In the fantasy world Staub lives in, somehow, somewhere, there is an employer out there who requires employees with these scarce skills as a sole determinant of employability: Character, will, values, self-belief, and the impossible “ability to constantly make the right choices” instead of advanced scholastic acumen in mathematics, physics, accounting, chemistry, computer science, etc. For the benefit of the rest of humanity, Staub promises that “through transforming individuals, we could ultimately transform whole communities”. Our youth’s propensity to quaff drugs, its lack of drive and purpose, aimlessness and miserable existence will become a thing of the past!

In “From laggard to world class: reforming maths and science education in South Africa” the CDE lists poor maths and science education as the “single biggest obstacle to the advancement of the African child in South Africa today”. Presumably, Staub, disagrees with this, to her it is lack of sunlight and fresh air.

The CDE report presented credible recommendations including:

  • Mobilise for national effort, pull together all the energy and commitment of leaders in both public and private sector
  • Increase the supply of qualified maths and science teachers
  • Build on the potential in our schooling system, support high performing schools
  • All maths and science education initiatives should include appropriate language components, etc.  

The report ends by exalting all to treat maths, science and language as the country’s top educational priority with a goal of doubling maths and science passes. The situation of unsatisfactory outcomes has not changed today, despite the increased investment in maths and science by government and the private sector. The situation is not expected to change overnight. The issues are complex: there are in-class, in-school, and out- of-school and interrelated complications. One teacher described the economic hardships of her learners with a question: “How do I teach a child that vomits water because it has not eaten in three days to excel in anything?”

This is not to say that life skills are not relevant in the holistic development of a child. Life Orientation is a compulsory and examinable subject in the South African education system.

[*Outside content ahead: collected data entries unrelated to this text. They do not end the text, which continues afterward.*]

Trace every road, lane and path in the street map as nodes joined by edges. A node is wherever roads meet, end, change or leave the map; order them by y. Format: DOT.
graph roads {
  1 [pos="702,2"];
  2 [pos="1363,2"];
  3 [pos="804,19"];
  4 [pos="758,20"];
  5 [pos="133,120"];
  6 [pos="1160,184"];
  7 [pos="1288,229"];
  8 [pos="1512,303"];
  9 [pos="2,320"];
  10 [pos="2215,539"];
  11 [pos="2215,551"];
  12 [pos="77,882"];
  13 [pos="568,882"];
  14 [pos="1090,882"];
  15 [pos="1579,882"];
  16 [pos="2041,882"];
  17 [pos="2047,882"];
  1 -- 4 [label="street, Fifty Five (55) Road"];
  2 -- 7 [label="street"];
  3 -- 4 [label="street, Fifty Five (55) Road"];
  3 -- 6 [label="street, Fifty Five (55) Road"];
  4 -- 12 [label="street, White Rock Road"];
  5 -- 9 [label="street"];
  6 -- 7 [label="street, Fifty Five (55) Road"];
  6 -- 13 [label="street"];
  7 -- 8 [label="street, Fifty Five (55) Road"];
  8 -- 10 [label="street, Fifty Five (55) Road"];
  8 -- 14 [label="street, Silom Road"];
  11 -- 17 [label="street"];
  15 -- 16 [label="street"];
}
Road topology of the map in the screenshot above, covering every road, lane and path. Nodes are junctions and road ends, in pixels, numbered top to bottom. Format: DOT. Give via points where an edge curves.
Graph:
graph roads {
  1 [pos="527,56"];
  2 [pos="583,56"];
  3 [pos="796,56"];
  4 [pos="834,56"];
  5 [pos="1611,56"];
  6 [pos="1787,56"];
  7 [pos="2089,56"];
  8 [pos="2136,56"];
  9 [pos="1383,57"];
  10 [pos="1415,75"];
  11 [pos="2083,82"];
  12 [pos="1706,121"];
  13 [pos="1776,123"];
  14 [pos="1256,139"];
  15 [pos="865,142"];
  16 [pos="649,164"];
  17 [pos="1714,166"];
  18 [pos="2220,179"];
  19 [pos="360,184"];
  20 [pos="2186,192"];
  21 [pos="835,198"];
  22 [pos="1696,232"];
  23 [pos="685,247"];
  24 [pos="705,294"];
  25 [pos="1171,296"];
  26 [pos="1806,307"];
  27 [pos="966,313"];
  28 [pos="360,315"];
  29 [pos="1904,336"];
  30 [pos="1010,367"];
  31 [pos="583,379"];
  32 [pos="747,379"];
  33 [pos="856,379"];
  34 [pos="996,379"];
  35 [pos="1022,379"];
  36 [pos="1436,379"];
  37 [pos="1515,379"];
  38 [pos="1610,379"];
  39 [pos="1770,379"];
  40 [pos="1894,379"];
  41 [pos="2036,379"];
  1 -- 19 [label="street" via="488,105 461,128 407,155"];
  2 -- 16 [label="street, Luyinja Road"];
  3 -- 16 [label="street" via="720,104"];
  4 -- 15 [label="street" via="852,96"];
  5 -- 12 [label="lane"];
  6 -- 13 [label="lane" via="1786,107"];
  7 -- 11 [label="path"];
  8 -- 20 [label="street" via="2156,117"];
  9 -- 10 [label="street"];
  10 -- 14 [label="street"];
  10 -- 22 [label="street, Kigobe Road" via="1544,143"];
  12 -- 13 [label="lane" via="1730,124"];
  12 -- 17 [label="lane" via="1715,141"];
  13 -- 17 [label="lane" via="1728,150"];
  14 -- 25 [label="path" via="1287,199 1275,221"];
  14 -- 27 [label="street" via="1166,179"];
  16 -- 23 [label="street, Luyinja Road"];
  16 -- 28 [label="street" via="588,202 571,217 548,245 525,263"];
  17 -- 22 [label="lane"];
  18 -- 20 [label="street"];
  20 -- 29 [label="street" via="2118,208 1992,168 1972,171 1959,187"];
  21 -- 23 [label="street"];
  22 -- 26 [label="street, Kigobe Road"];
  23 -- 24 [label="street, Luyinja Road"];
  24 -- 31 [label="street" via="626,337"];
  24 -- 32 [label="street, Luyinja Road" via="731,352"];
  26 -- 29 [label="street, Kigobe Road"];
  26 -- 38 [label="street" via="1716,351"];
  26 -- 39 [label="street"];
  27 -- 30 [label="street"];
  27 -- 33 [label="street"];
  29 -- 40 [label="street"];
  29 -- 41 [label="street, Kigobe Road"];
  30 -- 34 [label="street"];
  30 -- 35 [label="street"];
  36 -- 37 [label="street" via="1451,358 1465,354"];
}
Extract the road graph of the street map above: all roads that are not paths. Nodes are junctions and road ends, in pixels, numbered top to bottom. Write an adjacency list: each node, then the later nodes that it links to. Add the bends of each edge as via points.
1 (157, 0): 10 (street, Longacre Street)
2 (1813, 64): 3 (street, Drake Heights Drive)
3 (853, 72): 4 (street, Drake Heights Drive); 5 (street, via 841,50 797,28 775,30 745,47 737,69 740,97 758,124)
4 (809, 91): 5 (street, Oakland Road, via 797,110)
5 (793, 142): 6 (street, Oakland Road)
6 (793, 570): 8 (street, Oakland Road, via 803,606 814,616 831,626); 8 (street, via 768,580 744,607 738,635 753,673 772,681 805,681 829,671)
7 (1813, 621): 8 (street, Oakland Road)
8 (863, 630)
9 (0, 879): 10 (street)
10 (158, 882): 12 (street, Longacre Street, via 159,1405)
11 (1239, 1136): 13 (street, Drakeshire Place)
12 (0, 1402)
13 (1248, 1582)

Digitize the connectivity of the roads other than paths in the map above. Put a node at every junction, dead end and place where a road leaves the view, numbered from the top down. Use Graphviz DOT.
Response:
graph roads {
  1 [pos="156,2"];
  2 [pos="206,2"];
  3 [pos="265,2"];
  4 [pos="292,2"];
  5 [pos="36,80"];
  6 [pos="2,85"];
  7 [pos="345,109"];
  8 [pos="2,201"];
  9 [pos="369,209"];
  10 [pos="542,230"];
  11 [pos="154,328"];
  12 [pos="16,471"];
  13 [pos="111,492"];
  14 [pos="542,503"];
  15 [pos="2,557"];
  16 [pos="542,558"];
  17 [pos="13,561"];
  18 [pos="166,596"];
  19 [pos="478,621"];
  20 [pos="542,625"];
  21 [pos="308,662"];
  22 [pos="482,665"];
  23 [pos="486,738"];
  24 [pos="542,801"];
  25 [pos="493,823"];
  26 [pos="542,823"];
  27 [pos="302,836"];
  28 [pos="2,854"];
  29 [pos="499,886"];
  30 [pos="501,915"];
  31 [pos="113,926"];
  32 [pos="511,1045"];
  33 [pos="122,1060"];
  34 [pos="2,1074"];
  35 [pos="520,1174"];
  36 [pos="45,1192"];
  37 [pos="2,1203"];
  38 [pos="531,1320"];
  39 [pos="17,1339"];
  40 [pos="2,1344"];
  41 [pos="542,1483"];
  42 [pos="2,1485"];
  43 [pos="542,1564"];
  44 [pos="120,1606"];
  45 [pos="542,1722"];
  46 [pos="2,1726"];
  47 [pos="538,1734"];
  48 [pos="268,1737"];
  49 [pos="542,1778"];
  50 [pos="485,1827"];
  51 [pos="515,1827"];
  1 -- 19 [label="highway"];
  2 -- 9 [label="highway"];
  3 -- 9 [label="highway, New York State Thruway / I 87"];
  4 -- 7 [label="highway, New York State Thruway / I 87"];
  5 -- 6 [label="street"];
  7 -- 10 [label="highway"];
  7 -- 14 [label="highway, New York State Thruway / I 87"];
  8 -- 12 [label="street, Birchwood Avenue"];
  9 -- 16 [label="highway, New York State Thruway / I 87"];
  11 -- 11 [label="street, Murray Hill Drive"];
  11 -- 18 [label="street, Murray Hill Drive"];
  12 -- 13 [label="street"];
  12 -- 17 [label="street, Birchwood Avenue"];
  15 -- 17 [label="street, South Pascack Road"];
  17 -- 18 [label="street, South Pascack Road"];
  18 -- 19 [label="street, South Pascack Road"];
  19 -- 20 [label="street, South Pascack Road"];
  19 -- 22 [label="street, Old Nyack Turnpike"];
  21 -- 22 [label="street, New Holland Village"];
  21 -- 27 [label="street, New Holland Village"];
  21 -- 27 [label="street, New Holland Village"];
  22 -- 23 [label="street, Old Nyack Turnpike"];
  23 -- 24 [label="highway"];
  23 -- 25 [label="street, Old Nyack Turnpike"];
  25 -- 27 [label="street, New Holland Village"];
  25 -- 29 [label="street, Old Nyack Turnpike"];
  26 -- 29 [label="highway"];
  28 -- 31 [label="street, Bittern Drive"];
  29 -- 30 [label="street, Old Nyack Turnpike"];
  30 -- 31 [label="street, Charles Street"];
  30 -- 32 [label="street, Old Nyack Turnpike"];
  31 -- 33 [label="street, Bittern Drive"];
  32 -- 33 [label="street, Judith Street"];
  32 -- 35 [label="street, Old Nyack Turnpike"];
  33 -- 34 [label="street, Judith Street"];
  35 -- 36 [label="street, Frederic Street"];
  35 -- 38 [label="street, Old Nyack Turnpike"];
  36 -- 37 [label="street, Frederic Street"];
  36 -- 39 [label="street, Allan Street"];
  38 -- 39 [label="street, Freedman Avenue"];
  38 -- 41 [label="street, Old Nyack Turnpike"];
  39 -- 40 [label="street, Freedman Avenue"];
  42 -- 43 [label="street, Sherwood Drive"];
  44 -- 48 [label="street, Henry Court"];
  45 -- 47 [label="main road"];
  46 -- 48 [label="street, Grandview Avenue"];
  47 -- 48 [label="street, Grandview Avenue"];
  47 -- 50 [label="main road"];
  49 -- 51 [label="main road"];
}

LEAP Science & Maths School is one of many private sector interventions that recognise the exceptional set of circumstances that children from disadvantaged backgrounds grapple with. These monumental challenges include erosion of a social fabric, trauma, rape, violence, and disintegration of family life through AIDS-related deaths. As a consequence, this school with two campuses at the Old Mutual premises in Pinelands, Cape Town and one more in Bramely Park Johannesburg is required to act as a safety net and devotes 45 valuable teaching minutes of every day to each learner providing real life orientation.

In the current series Kaelo Stories of Hope, John Gilmore, the Founder and CEO of LEAP states, “ultimately, our goal is to develop good mothers and fathers who will look after their own children”. Even in his sleep or wildest imagination, there is no possibility that he thinks corporates are funding LEAP with the sole objective of achieving this. It is a built in ideal. The only objective measure that any corporate can invest in and measure is whether students pass maths and science with exemption.

But, Staub warns us not to focus on the results. She says we must first get our youth to a magical stage where, apparently, they will be ready to face Calculus head on!

The place to do this is at night, gazing at the stars, listening to the quiet of the bush and watching the sunrise from a mountain top. She says this with utter disregard and disrespect for children who are still studying under trees today and still expected to compete with the rest of the world in the 21st century global economy.

It is possible that some people have not noticed this - the crisis that is unacceptable pass rates in maths and science necessitate that we all look beyond the rooi gevaar state of paranoia that used to be induced by the mere mention of “brain drain” and “crime” to support badly conceived solutions to real problems in our country.

One is left with no other option therefore other than concluding that the article is a bad fundraising idea, or a joke or both.